What was the source of the disaster? Was it the inevitable consequence of an inevitable transition? Was it due to Communism and the bad habits it encouraged; or, as many Russians believed, the work of the United States? Washington certainly wished former Communist states to join the free-trade system and, as Bismarck had noticed a century and a half earlier, free trade favours robust economies, not vulnerable ones like Russia’s. Could it have been the fault of Russia’s own corrupt elite, the so-called nomenklatura, many of whom had also occupied important positions under Communism? Or were misconceived policies of the new men led by Boris Yeltsin and their advisers to blame?

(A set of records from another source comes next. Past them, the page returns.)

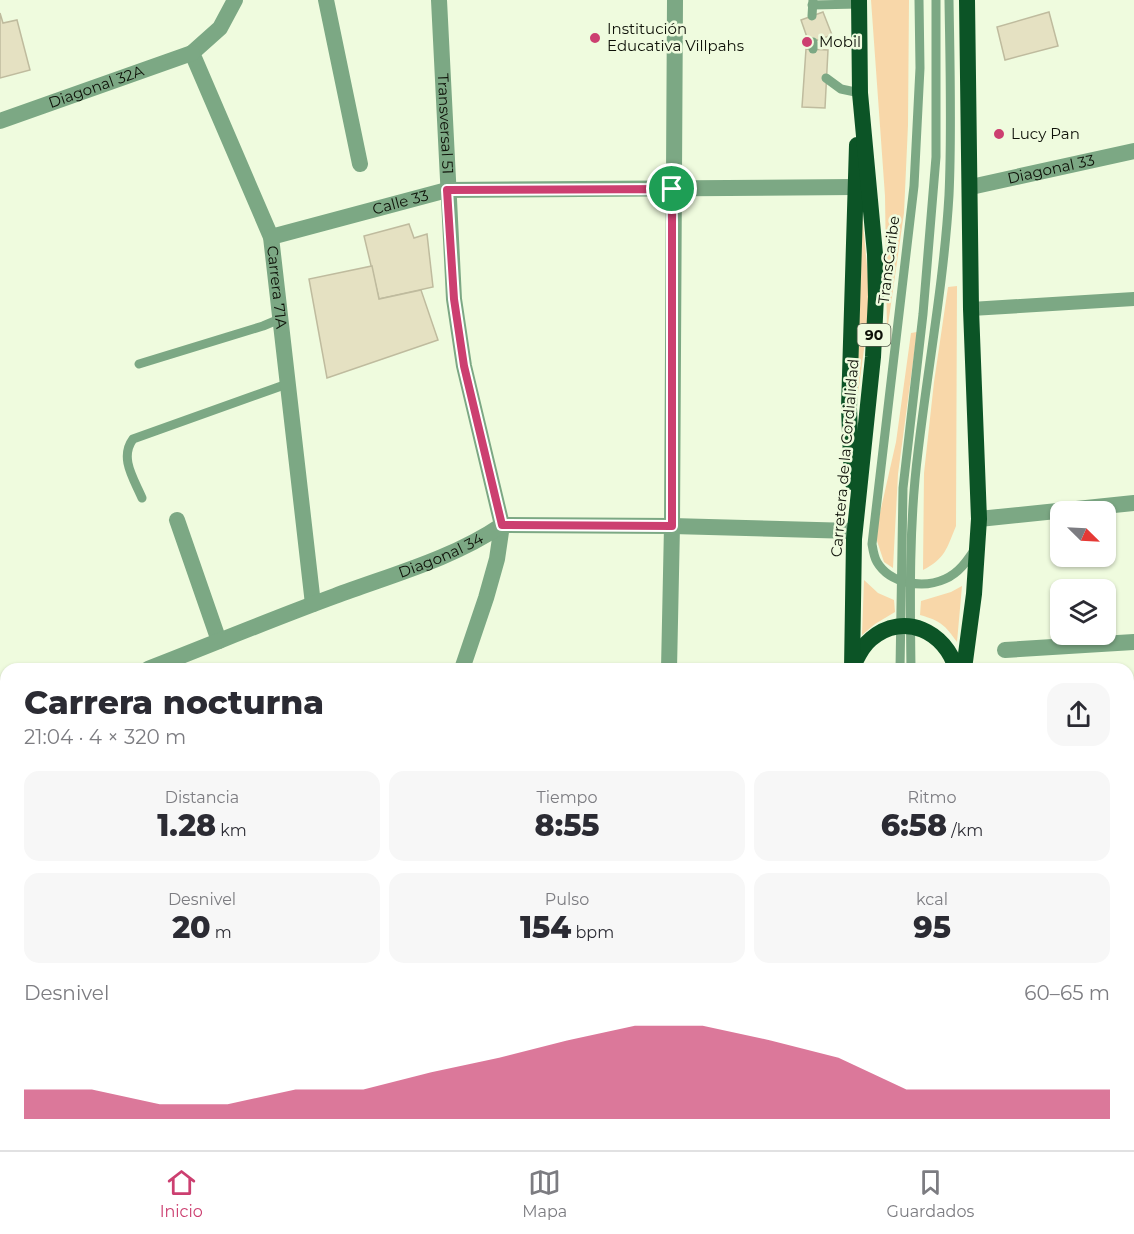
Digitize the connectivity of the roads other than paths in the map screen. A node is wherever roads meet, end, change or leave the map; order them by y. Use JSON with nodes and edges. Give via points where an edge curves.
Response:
{"nodes":[{"id":1,"x":235,"y":0,"type":"edge"},
{"id":2,"x":326,"y":0,"type":"edge"},
{"id":3,"x":439,"y":0,"type":"edge"},
{"id":4,"x":675,"y":0,"type":"edge"},
{"id":5,"x":919,"y":0,"type":"edge"},
{"id":6,"x":936,"y":0,"type":"edge"},
{"id":7,"x":949,"y":0,"type":"edge"},
{"id":8,"x":967,"y":0,"type":"edge"},
{"id":9,"x":859,"y":2,"type":"edge"},
{"id":10,"x":812,"y":3,"type":"edge"},
{"id":11,"x":812,"y":16,"type":"dead end"},
{"id":12,"x":192,"y":53,"type":"junction"},
{"id":13,"x":826,"y":78,"type":"dead end"},
{"id":14,"x":860,"y":93,"type":"junction"},
{"id":15,"x":0,"y":121,"type":"edge"},
{"id":16,"x":1134,"y":151,"type":"edge"},
{"id":17,"x":360,"y":164,"type":"dead end"},
{"id":18,"x":854,"y":187,"type":"junction"},
{"id":19,"x":970,"y":187,"type":"junction"},
{"id":20,"x":672,"y":189,"type":"junction"},
{"id":21,"x":447,"y":190,"type":"junction"},
{"id":22,"x":272,"y":237,"type":"junction"},
{"id":23,"x":1134,"y":298,"type":"edge"},
{"id":24,"x":971,"y":309,"type":"junction"},
{"id":25,"x":282,"y":318,"type":"junction"},
{"id":26,"x":139,"y":364,"type":"dead end"},
{"id":27,"x":287,"y":384,"type":"junction"},
{"id":28,"x":142,"y":498,"type":"dead end"},
{"id":29,"x":1134,"y":503,"type":"edge"},
{"id":30,"x":979,"y":519,"type":"junction"},
{"id":31,"x":177,"y":520,"type":"dead end"},
{"id":32,"x":502,"y":525,"type":"junction"},
{"id":33,"x":672,"y":526,"type":"junction"},
{"id":34,"x":854,"y":535,"type":"junction"},
{"id":35,"x":907,"y":582,"type":"junction"},
{"id":36,"x":313,"y":604,"type":"junction"},
{"id":37,"x":906,"y":626,"type":"junction"},
{"id":38,"x":219,"y":641,"type":"junction"},
{"id":39,"x":1134,"y":642,"type":"edge"},
{"id":40,"x":1005,"y":650,"type":"dead end"},
{"id":41,"x":163,"y":663,"type":"edge"},
{"id":42,"x":464,"y":663,"type":"edge"},
{"id":43,"x":669,"y":663,"type":"edge"},
{"id":44,"x":852,"y":663,"type":"edge"},
{"id":45,"x":855,"y":663,"type":"edge"},
{"id":46,"x":901,"y":663,"type":"edge"},
{"id":47,"x":910,"y":663,"type":"edge"},
{"id":48,"x":954,"y":663,"type":"edge"},
{"id":49,"x":965,"y":663,"type":"edge"}],
"edges":[{"from":1,"to":12,"type":"street","via":[[220,28]]},
{"from":2,"to":17,"type":"street"},
{"from":3,"to":21,"type":"street","name":"Transversal 51"},
{"from":4,"to":20,"type":"street"},
{"from":5,"to":35,"type":"lane","name":"TransCaribe","via":[[914,186],[872,544],[881,567]]},
{"from":6,"to":35,"type":"lane","via":[[936,156],[903,488]]},
{"from":7,"to":35,"type":"lane","via":[[949,196],[937,324],[918,453]]},
{"from":8,"to":19,"type":"highway"},
{"from":9,"to":10,"type":"lane"},
{"from":9,"to":14,"type":"highway","name":"Carretera de la Cordialidad","number":"90"},
{"from":10,"to":11,"type":"lane"},
{"from":12,"to":15,"type":"street","name":"Diagonal 32A"},
{"from":12,"to":22,"type":"street","name":"Carrera 71A"},
{"from":13,"to":14,"type":"lane","via":[[841,88]]},
{"from":14,"to":18,"type":"highway"},
{"from":14,"to":34,"type":"highway","name":"Carretera de la Cordialidad","number":"90","via":[[876,297]]},
{"from":16,"to":19,"type":"street","name":"Diagonal 33"},
{"from":18,"to":20,"type":"street","name":"Calle 33"},
{"from":18,"to":34,"type":"highway","via":[[849,408]]},
{"from":19,"to":24,"type":"highway"},
{"from":20,"to":21,"type":"street","name":"Calle 33"},
{"from":20,"to":33,"type":"street"},
{"from":21,"to":22,"type":"street","name":"Calle 33"},
{"from":21,"to":32,"type":"street","name":"Transversal 51","via":[[454,299],[464,366]]},
{"from":22,"to":25,"type":"street","name":"Carrera 71A"},
{"from":23,"to":24,"type":"street"},
{"from":24,"to":30,"type":"highway"},
{"from":25,"to":26,"type":"lane"},
{"from":25,"to":27,"type":"street","name":"Carrera 71A"},
{"from":27,"to":28,"type":"lane","via":[[133,439],[126,457]]},
{"from":27,"to":36,"type":"street","name":"Carrera 71A"},
{"from":29,"to":30,"type":"street"},
{"from":30,"to":35,"type":"lane","via":[[975,549],[963,567],[946,579],[927,584]]},
{"from":30,"to":49,"type":"highway"},
{"from":31,"to":38,"type":"street"},
{"from":32,"to":33,"type":"street"},
{"from":32,"to":36,"type":"street","name":"Diagonal 34","via":[[443,556]]},
{"from":32,"to":42,"type":"street","name":"Transversal 51","via":[[497,559]]},
{"from":33,"to":34,"type":"street"},
{"from":33,"to":43,"type":"street"},
{"from":34,"to":44,"type":"highway","name":"Carretera de la Cordialidad","number":"90"},
{"from":35,"to":37,"type":"lane"},
{"from":36,"to":38,"type":"street","name":"Diagonal 34"},
{"from":37,"to":45,"type":"highway","via":[[885,630],[871,638]]},
{"from":37,"to":46,"type":"lane"},
{"from":37,"to":47,"type":"lane"},
{"from":37,"to":48,"type":"highway","via":[[927,631],[942,641]]},
{"from":38,"to":41,"type":"street","name":"Diagonal 34"},
{"from":39,"to":40,"type":"street"}]}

The decline had begun under Gorbachev but little had been done to stop it. Inflation continued to spiral upward, reaching an annual rate of over 2,000 per cent before it eventually abated. The social impact of this factor alone was immense. Savings were wiped out; investment ceased. The International Monetary Fund advanced loans with conditions attached and some of the richer countries pitched in, notably Germany, which advanced Russia the equivalent of over $24 billion between 1989 and 1993, 1 but most of these loans fell into the wrong hands and eventually disappeared into numbered Swiss bank accounts and American stocks. 2 All that accumulated for Russians in Russia was foreign debt, which had hardly existed in the Soviet era. On the other hand Russia was no longer burdened by empire. It had shrunk almost to the frontiers of 1700 in Asia and of 1600 in Europe, and its population was now no more than 150 million. This was a manageable size for an economy, and Boris Yeltsin now proceeded to dismantle and rebuild according to a new model.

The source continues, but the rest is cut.